Moreover, when you and I begin to recognize together that that explosion was not “mistaken”, but before your view of the world changes, you'd be best off to do as I do and ask this kind of question: ‘Why would NATO, as headed by America, have the audacity to blow up one of our embassies?’


  • Kai

    The suspense. It is killing me.

  • Ben

    Excitable crowd is a perfect bargining chip for a manipulative government to achieve its ultimate goal of self-preservation. Until individuals in such crowds are capable of thinking for themselves, be afraid. Be very afraid.

  • Sonagi

    Yang Hengjun asks a relevant question which I don’t believe any Chinese officials or members of the media ever attempted to answer publicly.

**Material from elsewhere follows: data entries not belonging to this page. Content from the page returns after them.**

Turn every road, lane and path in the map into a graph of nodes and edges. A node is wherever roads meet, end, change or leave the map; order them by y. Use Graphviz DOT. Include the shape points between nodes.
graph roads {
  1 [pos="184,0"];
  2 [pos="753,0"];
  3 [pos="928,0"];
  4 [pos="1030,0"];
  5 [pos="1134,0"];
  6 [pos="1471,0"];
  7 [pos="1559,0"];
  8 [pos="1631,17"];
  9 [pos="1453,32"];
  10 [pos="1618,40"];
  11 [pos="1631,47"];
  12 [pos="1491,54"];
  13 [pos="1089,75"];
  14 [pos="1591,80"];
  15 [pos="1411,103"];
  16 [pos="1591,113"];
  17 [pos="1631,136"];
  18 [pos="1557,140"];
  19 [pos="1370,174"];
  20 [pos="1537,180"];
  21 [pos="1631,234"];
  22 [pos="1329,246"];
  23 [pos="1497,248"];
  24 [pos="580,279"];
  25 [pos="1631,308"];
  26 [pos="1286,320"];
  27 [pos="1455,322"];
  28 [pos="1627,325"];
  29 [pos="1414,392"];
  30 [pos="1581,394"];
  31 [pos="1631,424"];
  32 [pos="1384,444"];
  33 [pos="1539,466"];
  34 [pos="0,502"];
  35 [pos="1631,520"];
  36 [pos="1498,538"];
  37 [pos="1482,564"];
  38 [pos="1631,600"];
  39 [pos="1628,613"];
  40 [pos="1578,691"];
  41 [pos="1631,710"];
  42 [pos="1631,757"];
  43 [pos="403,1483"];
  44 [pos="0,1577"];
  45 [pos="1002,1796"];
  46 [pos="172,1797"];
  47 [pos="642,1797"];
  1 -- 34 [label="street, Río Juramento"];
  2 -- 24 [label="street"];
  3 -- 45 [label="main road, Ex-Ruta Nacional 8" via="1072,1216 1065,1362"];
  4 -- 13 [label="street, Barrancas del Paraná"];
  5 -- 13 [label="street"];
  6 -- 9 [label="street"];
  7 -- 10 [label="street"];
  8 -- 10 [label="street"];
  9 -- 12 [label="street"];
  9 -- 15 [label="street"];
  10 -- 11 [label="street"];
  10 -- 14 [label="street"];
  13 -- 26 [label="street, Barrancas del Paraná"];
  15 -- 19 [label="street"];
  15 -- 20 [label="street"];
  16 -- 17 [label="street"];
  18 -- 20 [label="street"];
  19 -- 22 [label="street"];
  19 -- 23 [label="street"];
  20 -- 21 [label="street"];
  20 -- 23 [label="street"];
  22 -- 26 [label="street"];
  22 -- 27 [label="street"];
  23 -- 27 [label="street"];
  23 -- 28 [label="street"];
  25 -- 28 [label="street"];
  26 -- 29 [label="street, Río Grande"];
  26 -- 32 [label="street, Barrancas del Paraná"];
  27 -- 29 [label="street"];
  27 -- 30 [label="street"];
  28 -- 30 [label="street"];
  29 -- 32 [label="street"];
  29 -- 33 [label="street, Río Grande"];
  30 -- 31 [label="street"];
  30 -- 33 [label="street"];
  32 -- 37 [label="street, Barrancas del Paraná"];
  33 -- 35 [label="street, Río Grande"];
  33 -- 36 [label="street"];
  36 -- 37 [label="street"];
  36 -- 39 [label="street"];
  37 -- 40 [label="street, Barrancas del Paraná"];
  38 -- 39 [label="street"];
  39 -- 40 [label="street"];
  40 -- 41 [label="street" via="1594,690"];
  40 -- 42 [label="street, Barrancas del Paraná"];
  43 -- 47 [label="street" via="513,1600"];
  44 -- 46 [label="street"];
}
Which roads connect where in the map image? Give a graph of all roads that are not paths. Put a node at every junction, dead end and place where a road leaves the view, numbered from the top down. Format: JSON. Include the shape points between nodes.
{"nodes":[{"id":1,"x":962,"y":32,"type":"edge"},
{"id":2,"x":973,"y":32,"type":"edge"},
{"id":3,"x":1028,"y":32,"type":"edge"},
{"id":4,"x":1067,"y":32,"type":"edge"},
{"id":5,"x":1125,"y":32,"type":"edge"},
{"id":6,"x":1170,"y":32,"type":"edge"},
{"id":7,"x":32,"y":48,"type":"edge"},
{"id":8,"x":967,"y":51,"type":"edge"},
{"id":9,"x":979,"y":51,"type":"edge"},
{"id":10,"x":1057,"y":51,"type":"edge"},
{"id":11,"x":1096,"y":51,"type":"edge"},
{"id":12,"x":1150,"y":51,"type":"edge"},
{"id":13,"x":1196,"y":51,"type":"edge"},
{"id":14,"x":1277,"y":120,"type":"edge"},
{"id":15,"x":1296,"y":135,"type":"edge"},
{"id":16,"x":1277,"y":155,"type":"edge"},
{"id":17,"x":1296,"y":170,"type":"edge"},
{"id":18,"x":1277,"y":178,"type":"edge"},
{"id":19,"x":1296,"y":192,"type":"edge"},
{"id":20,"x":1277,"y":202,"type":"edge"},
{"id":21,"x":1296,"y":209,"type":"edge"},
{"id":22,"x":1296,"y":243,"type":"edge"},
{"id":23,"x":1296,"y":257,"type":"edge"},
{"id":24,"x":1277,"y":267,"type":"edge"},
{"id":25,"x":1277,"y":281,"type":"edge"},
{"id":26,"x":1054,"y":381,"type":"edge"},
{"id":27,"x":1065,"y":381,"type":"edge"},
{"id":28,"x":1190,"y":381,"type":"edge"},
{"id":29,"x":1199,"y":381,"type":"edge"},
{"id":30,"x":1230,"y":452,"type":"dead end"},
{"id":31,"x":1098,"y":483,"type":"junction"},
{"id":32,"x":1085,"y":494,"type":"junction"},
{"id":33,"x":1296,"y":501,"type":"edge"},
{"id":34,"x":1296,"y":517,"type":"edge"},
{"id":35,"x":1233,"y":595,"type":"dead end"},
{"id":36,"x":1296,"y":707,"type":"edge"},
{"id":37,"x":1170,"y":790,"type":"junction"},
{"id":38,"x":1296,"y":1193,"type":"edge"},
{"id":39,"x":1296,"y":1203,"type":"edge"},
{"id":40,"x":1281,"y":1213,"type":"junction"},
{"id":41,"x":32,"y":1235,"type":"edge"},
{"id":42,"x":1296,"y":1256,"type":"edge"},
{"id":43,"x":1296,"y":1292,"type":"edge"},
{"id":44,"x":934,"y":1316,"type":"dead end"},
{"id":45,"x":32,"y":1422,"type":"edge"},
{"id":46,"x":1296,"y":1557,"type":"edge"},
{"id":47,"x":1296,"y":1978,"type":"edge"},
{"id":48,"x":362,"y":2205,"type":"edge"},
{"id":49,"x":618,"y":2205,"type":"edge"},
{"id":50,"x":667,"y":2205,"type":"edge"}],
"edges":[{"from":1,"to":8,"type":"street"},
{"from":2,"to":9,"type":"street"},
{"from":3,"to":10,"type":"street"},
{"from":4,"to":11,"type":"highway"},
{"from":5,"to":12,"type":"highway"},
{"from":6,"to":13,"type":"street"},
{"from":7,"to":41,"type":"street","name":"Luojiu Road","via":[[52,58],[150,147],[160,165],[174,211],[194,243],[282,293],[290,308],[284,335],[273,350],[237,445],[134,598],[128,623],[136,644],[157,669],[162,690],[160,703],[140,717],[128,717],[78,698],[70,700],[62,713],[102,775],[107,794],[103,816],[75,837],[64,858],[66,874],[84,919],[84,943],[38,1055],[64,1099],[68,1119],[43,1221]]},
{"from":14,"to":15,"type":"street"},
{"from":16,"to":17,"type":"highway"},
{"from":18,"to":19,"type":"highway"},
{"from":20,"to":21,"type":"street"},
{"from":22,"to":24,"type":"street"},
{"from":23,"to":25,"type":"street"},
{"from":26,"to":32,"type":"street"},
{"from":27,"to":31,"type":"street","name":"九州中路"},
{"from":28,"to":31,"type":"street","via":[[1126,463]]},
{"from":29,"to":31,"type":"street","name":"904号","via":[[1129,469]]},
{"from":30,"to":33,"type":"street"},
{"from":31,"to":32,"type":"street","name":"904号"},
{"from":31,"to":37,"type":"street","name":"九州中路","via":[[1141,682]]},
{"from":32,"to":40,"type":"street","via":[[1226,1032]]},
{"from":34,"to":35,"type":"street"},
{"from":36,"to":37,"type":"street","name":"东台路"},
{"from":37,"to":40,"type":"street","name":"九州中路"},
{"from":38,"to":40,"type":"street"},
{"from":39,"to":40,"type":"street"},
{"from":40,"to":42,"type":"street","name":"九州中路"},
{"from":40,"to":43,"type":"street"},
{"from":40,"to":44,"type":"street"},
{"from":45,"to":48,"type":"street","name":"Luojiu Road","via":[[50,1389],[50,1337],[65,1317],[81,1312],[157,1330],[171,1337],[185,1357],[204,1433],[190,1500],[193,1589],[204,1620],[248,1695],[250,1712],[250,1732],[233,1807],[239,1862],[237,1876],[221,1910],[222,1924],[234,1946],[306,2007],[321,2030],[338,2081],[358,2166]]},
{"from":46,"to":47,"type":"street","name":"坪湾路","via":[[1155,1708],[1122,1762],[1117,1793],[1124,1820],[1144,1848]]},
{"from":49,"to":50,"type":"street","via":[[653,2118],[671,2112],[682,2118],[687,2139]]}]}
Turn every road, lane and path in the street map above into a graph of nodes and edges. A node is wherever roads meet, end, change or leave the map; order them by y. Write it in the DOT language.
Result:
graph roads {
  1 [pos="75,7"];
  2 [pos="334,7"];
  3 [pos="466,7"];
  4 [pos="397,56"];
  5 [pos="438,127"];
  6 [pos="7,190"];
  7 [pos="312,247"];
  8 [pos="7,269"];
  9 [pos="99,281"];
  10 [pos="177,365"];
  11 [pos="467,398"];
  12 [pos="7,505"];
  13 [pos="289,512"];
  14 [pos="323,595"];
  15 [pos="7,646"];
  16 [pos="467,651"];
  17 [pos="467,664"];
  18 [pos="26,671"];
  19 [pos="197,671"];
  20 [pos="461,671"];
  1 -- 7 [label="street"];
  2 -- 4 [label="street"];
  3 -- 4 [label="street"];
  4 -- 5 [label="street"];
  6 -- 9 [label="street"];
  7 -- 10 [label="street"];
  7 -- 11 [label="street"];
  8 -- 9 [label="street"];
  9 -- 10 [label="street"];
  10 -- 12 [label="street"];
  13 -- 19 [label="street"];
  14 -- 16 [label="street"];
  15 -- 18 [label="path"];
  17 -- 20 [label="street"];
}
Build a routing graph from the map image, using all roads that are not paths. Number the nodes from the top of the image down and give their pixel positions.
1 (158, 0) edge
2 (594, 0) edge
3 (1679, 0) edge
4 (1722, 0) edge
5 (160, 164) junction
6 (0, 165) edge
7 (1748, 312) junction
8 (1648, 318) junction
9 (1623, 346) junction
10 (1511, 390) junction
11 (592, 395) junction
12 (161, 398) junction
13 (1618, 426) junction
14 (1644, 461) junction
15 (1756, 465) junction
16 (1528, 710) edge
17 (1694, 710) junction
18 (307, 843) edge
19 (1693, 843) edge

    Shortly afer the bombing, I read in a US public media source speculation that the bombing was intentional and the reason why the Chinese embassy was a target. Before I reveal the reason stated in this article, I’m curious to know what other commenters think. If you think the bombing was deliberate, then you must have some idea of the reason. In a US court of law, proving motive is crucial to proving homicide as opposed to lesser charges like manslaughter. For what possible reasons did the US target the Chinese embassy?

  • Uncommon sense

    If the Belgrade embassy bombing was intentional,
    why did’nt President Clinton proudly admitted it,
    but instead apologized and paid compensation for the damages to China?

  • chan

    They like to shoot whatever target they like without accuracy

  • Thanks for choosing this one John. Really interesting. Am I right in assuming that with his last question he’s prompting the answer something along the lines of, “Because (1) Americans can get away with it because China needs the international trade, and (2) no matter if the 人民 yell and scream their patriotic fervour in the streets, they won’t sway their gov’s foreign policies”? or something like that? Not being familiar with this guy’s general thought, and reading in translation, it’s hard to pick up on the real meanings.

  • chan

    yes, once again it proven they fail to ask themselves inwardly, lack of analyse properly, lack of careful consideration of different in position and culture and lack of ensuring of “accuracy” before an action. And “right in assuming that”, they just like to Assume that they are Right. Lack of accuracy in many apsects “Righteous, opinion, understanding, mutual respect , human right, freedom…….” Another good example, Iraq war…
    Somemore, “proundly admitted”, no sense of “repentance or self-shamefulness” in their serious mistake
    Many times in reality, does not mean that “saying sorry” or”compensation” mean forgiveness, forgotten and repentance……

  • chan

    I am not afraid of patriotism, I am reaLLY frightened by the west “guided” MISS-ILES…:-O SO “THEY LIKE TO SHOOT WHATEVER TARGET ANYHOW WITHOUT ENSURING ACCURRACY” ;-)

  • chan

    Don’t be afraid of Patriotism, but be extra caution and stop shooting “guided” miss-iles :-)

  • Kai

    Guys, no offense, but some of you are missing the point. The author is asking for some incisive, even introspective, thinking here. Some of you are just offering the same tired cliches (either anti-China or anti-US) that everyone usually drags out.